(Collected data entries)
╔══

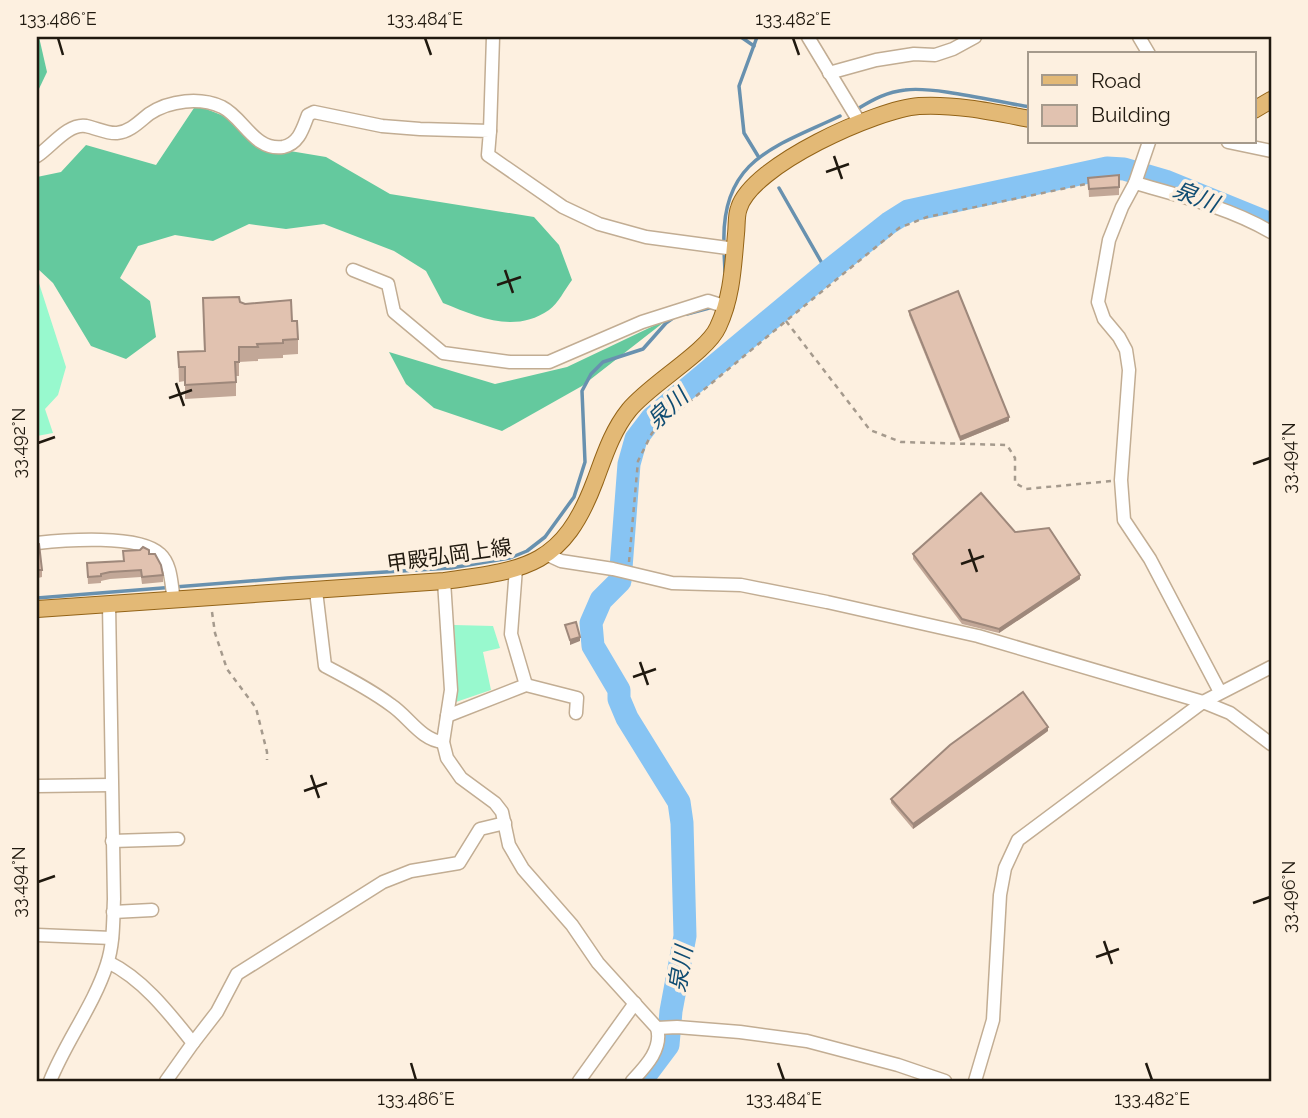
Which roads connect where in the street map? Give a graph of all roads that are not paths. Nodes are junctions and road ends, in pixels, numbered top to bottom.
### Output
1 (493, 37) edge
2 (808, 37) edge
3 (975, 37) edge
4 (828, 74) junction
5 (1028, 118) edge
6 (860, 123) junction
7 (490, 131) junction
8 (1148, 144) edge
9 (1238, 144) edge
10 (1271, 151) edge
11 (37, 156) edge
12 (1138, 175) junction
13 (1271, 232) edge
14 (726, 249) junction
15 (353, 270) dead end
16 (727, 307) junction
17 (37, 543) edge
18 (548, 555) junction
19 (516, 568) junction
20 (444, 581) junction
21 (316, 591) junction
22 (173, 594) junction
23 (109, 604) junction
24 (37, 609) edge
25 (1271, 667) edge
26 (526, 685) junction
27 (1220, 692) junction
28 (1203, 702) junction
29 (576, 713) dead end
30 (447, 716) junction
31 (443, 742) junction
32 (1271, 744) edge
33 (111, 785) junction
34 (37, 786) edge
35 (505, 823) junction
36 (178, 839) dead end
37 (113, 841) junction
38 (152, 910) dead end
39 (113, 912) junction
40 (37, 935) edge
41 (112, 938) junction
42 (108, 962) junction
43 (635, 1003) junction
44 (666, 1027) junction
45 (193, 1043) junction
46 (50, 1081) edge
47 (166, 1081) edge
48 (579, 1081) edge
49 (632, 1081) edge
50 (946, 1081) edge
51 (975, 1081) edge

1 - 7 street
2 - 4 street
3 - 4 street
4 - 6 street
5 - 6 main road, 甲殿弘岡上線
6 - 14 main road, 甲殿弘岡上線
7 - 11 street
7 - 14 street
8 - 12 street
9 - 10 street
12 - 13 street
12 - 27 street
14 - 16 main road, 甲殿弘岡上線
15 - 16 street
16 - 18 main road, 甲殿弘岡上線
17 - 22 street
18 - 19 main road, 甲殿弘岡上線
18 - 28 street
19 - 20 main road, 甲殿弘岡上線
19 - 26 street
20 - 21 main road, 甲殿弘岡上線
20 - 30 street
21 - 22 main road, 甲殿弘岡上線
21 - 31 street
22 - 23 main road, 甲殿弘岡上線
23 - 24 main road, 甲殿弘岡上線
23 - 33 street
25 - 27 street
26 - 29 street
26 - 30 street
27 - 28 street
28 - 32 street
28 - 51 street
30 - 31 street
31 - 35 street
33 - 34 street
33 - 37 street
35 - 43 street
35 - 45 street
36 - 37 street
37 - 39 street
38 - 39 street
39 - 41 street
40 - 41 street
41 - 42 street
42 - 45 street
42 - 46 street
43 - 44 street
43 - 48 street
44 - 49 street
44 - 50 street
45 - 47 street

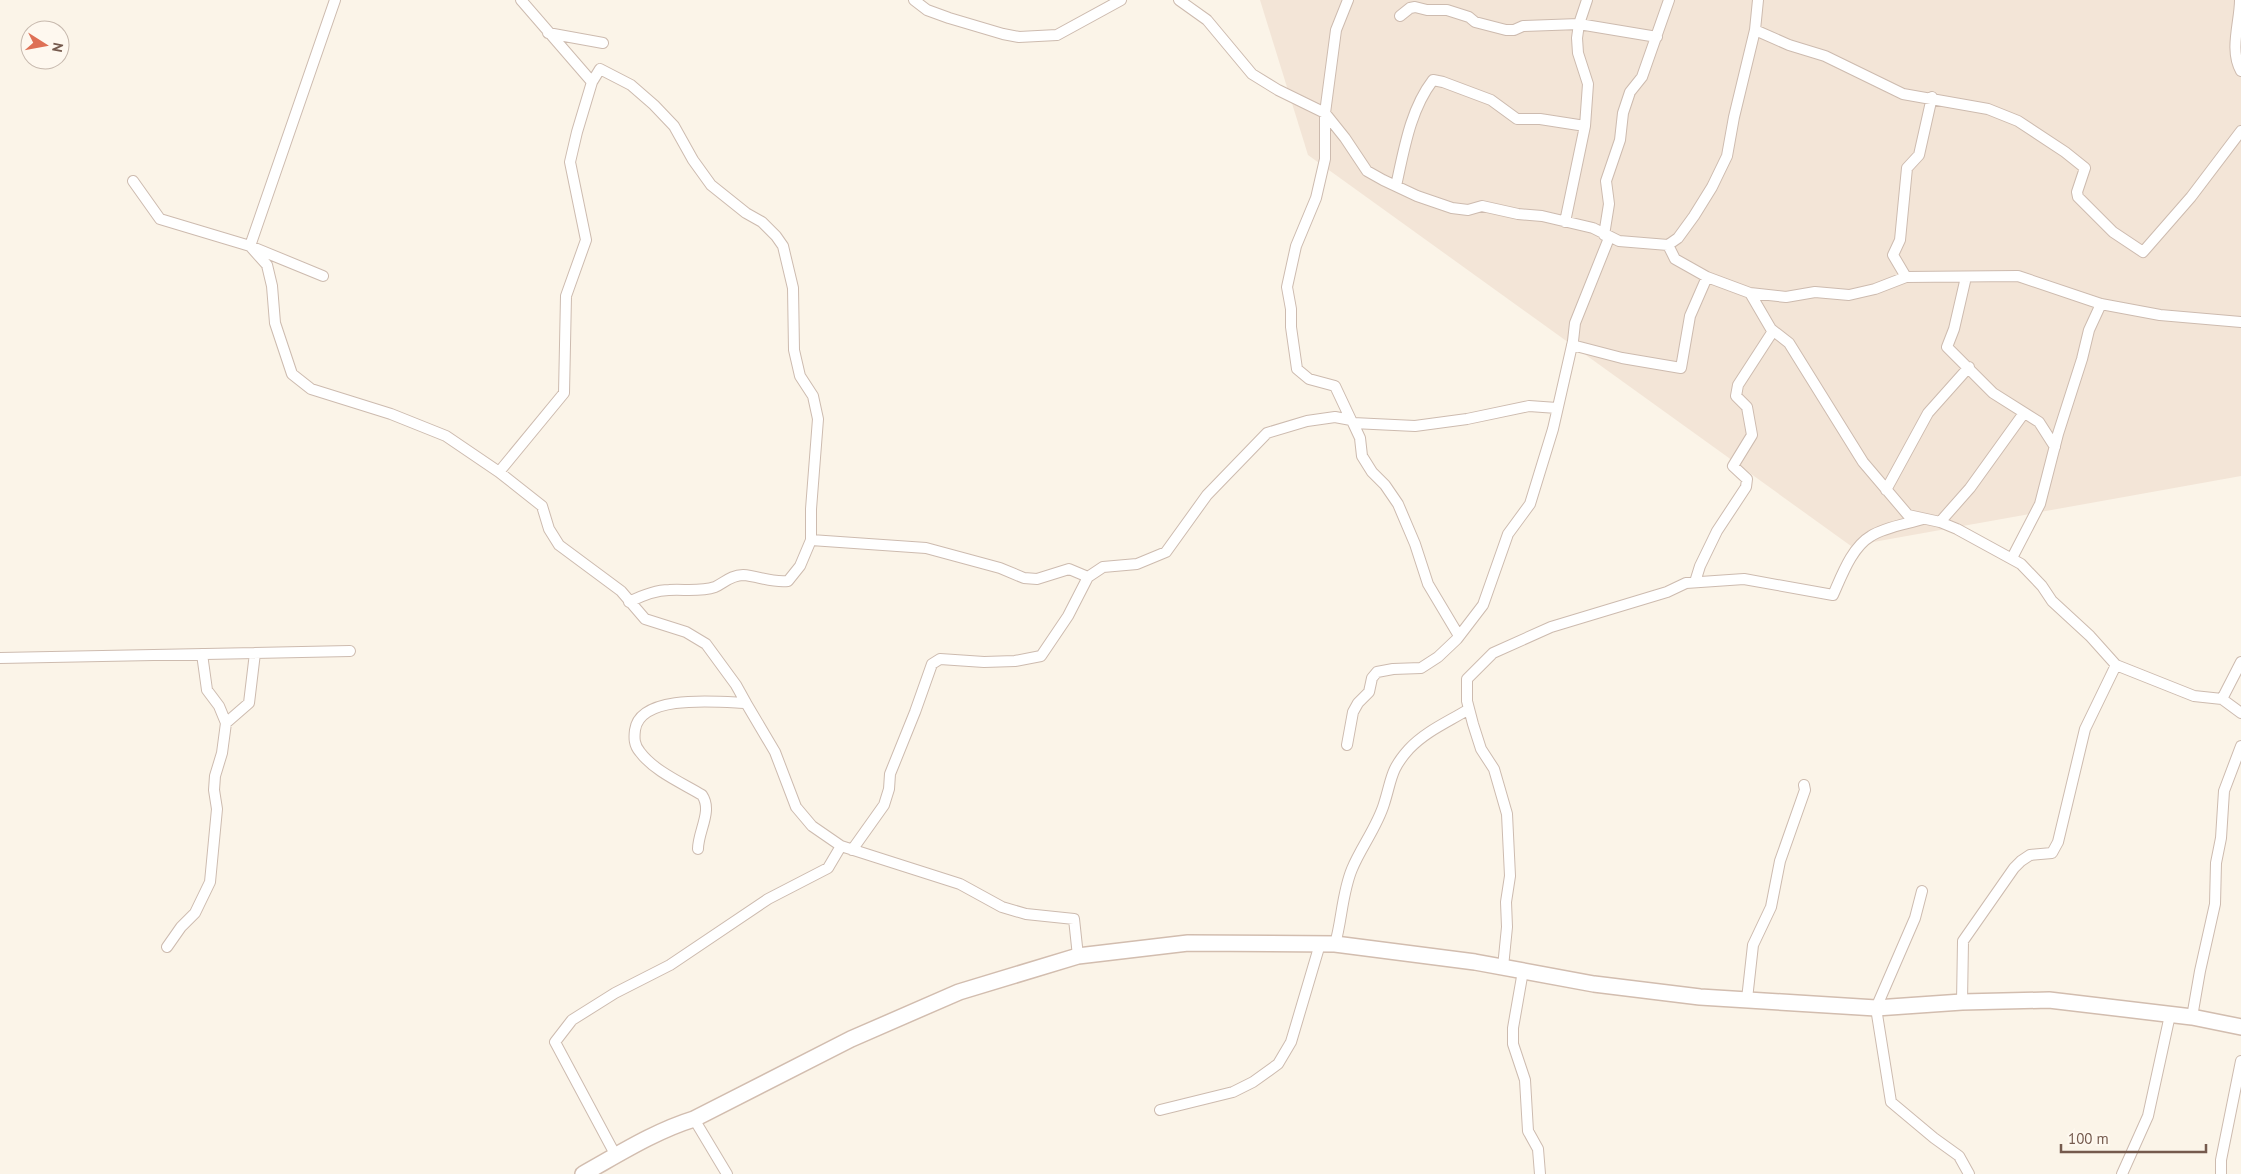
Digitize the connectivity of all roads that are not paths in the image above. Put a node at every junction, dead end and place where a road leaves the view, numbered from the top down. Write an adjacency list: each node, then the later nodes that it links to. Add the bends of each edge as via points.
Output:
1 (334, 0): 28 (street)
2 (521, 0): 14 (street)
3 (914, 0): 4 (street, via 927,10 949,18 1019,37 1057,35)
4 (1121, 0)
5 (1179, 0): 20 (street, via 1207,20 1252,74)
6 (1348, 0): 20 (street, via 1336,30)
7 (1587, 0): 12 (street)
8 (1669, 0): 15 (street)
9 (1758, 0): 13 (street)
10 (2240, 0): 17 (street, via 2235,42)
11 (1400, 16): 12 (street, via 1410,8 1447,10 1506,30 1523,26)
12 (1579, 24): 15 (street); 21 (street, via 1578,53 1588,84)
13 (1755, 30): 19 (street, via 1825,56 1903,94); 27 (street, via 1727,156 1694,216 1678,238)
14 (548, 32): 16 (street); 18 (street)
15 (1657, 37): 26 (street, via 1642,77 1630,92 1623,113 1620,140 1608,171)
16 (604, 43)
17 (2241, 71)
18 (592, 82): 43 (street, via 570,162 586,240 566,296 564,393); 47 (street, via 600,70 631,85 674,126 711,185 762,222 783,246 793,288 794,350 800,376 813,396 818,419)
19 (1932, 97): 22 (street, via 1988,109 2018,121 2065,152 2085,168 2078,197 2113,232 2143,252 2192,197); 32 (street, via 1919,156 1907,168 1900,240 1893,255)
20 (1325, 113): 24 (street, via 1367,171); 41 (street, via 1325,159 1316,198 1296,246 1287,287 1297,369 1308,379 1335,386)
21 (1585, 126): 24 (street, via 1540,118 1518,120 1491,100 1433,80 1414,115); 25 (street)
22 (2241, 131)
23 (133, 181): 28 (street, via 160,219)
24 (1396, 186): 25 (street, via 1452,208 1468,210 1482,206)
25 (1565, 222): 26 (street, via 1593,228)
26 (1607, 236): 27 (street); 37 (street, via 1575,323)
27 (1668, 245): 31 (street, via 1675,259)
28 (250, 246): 29 (street); 43 (street, via 267,265 275,323 292,374 311,389 391,414 446,436)
29 (322, 276)
30 (1966, 276): 32 (street); 34 (street, via 2018,276); 38 (street, via 1947,347)
31 (1707, 277): 33 (street); 37 (street, via 1690,316 1681,368)
32 (1906, 277): 33 (street, via 1849,295 1815,292 1786,297)
33 (1750, 294): 36 (street)
34 (2101, 304): 35 (street, via 2160,315); 42 (street, via 2089,330)
35 (2241, 322)
36 (1773, 331): 44 (street, via 1789,343 1864,462); 50 (street, via 1738,386 1736,396 1746,407 1752,434 1733,466 1747,479 1746,487 1718,530)
37 (1572, 345): 39 (street)
38 (1969, 368): 40 (street, via 1993,393); 44 (street, via 1928,413)
39 (1557, 408): 41 (street, via 1529,406 1467,420 1415,426); 52 (street, via 1530,504 1508,534 1483,604)
40 (2024, 412): 42 (street, via 2039,422); 46 (street, via 1970,488)
41 (1352, 422): 49 (street, via 1335,417 1268,433 1206,495 1166,552 1137,564 1103,567); 52 (street, via 1360,438 1362,456 1398,504 1428,584)
42 (2055, 447): 48 (street, via 2040,504)
43 (499, 472): 51 (street, via 542,506 549,529 559,545 621,591)
44 (1886, 490): 45 (street, via 1908,515)
45 (1923, 519): 46 (street); 50 (street, via 1872,535 1862,543 1833,594 1744,579)
46 (1940, 522): 48 (street)
47 (811, 540): 49 (street, via 926,548 1000,568 1024,578 1037,579 1068,569); 51 (street, via 800,566 788,581 742,575 715,587 692,591 668,590 643,595)
48 (2012, 558): 58 (street)
49 (1088, 577): 69 (street, via 1068,616 1041,656 984,662 940,659 932,664 890,774 884,804)
50 (1695, 582): 61 (street, via 1551,627 1493,653 1467,680)
51 (629, 602): 60 (street, via 645,619 686,632 706,644)
52 (1459, 636): 64 (street, via 1438,657 1421,668 1377,672 1368,692 1353,712)
53 (350, 651): 54 (street)
54 (255, 653): 55 (street); 63 (street, via 249,703)
55 (202, 654): 56 (street); 63 (street, via 208,690)
56 (0, 658)
57 (2241, 662): 59 (street)
58 (2116, 665): 59 (street, via 2194,696); 77 (street, via 2085,729 2058,842 2052,853 2030,855 2014,868 1963,941)
59 (2222, 699): 62 (street)
60 (746, 703): 67 (street, via 775,752 796,807 812,826); 68 (street, via 683,702 660,707 640,717 636,726 634,739 640,753 702,795 707,803)
61 (1469, 709): 71 (street, via 1420,739 1394,770 1384,805 1352,870); 74 (street, via 1481,749 1494,769 1507,814 1510,876)
62 (2241, 713)
63 (226, 723): 72 (street, via 215,776 217,809 210,882 195,913)
64 (1347, 745)
65 (2241, 746): 80 (street, via 2224,792 2215,904)
66 (1804, 785): 76 (street, via 1780,860 1771,907 1753,945)
67 (841, 846): 69 (street); 85 (street, via 828,868 768,899 670,965 615,993 572,1020 555,1042)
68 (698, 849)
69 (852, 850): 73 (street, via 960,884 1002,907 1026,914 1074,920)
70 (1922, 891): 78 (street, via 1915,918)
71 (1328, 944): 73 (street, via 1188,943); 74 (street); 83 (street, via 1292,1042 1278,1064 1233,1092)
72 (167, 947)
73 (1078, 956): 84 (street, via 959,992 851,1039)
74 (1503, 967): 75 (street)
75 (1523, 971): 76 (street, via 1594,984); 88 (street, via 1513,1044 1525,1080 1528,1132 1538,1149)
76 (1746, 1000): 78 (street)
77 (1962, 1002): 78 (street); 79 (street, via 2049,1000)
78 (1876, 1008): 89 (street, via 1891,1102 1959,1156)
79 (2170, 1015): 80 (street); 90 (street, via 2148,1116)
80 (2192, 1016): 81 (street)
81 (2241, 1027)
82 (2241, 1061): 91 (street)
83 (1160, 1110)
84 (694, 1119): 85 (street); 87 (street)
85 (616, 1156): 86 (street)
86 (583, 1174)
87 (727, 1174)
88 (1540, 1174)
89 (1969, 1174)
90 (2122, 1174)
91 (2221, 1174)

╚══

**Instructions to follow**
Take every line from the records that holds "甲殿弘岡上線" and copy it down.

**Solution to this task**
5 - 6 main road, 甲殿弘岡上線
6 - 14 main road, 甲殿弘岡上線
14 - 16 main road, 甲殿弘岡上線
16 - 18 main road, 甲殿弘岡上線
18 - 19 main road, 甲殿弘岡上線
19 - 20 main road, 甲殿弘岡上線
20 - 21 main road, 甲殿弘岡上線
21 - 22 main road, 甲殿弘岡上線
22 - 23 main road, 甲殿弘岡上線
23 - 24 main road, 甲殿弘岡上線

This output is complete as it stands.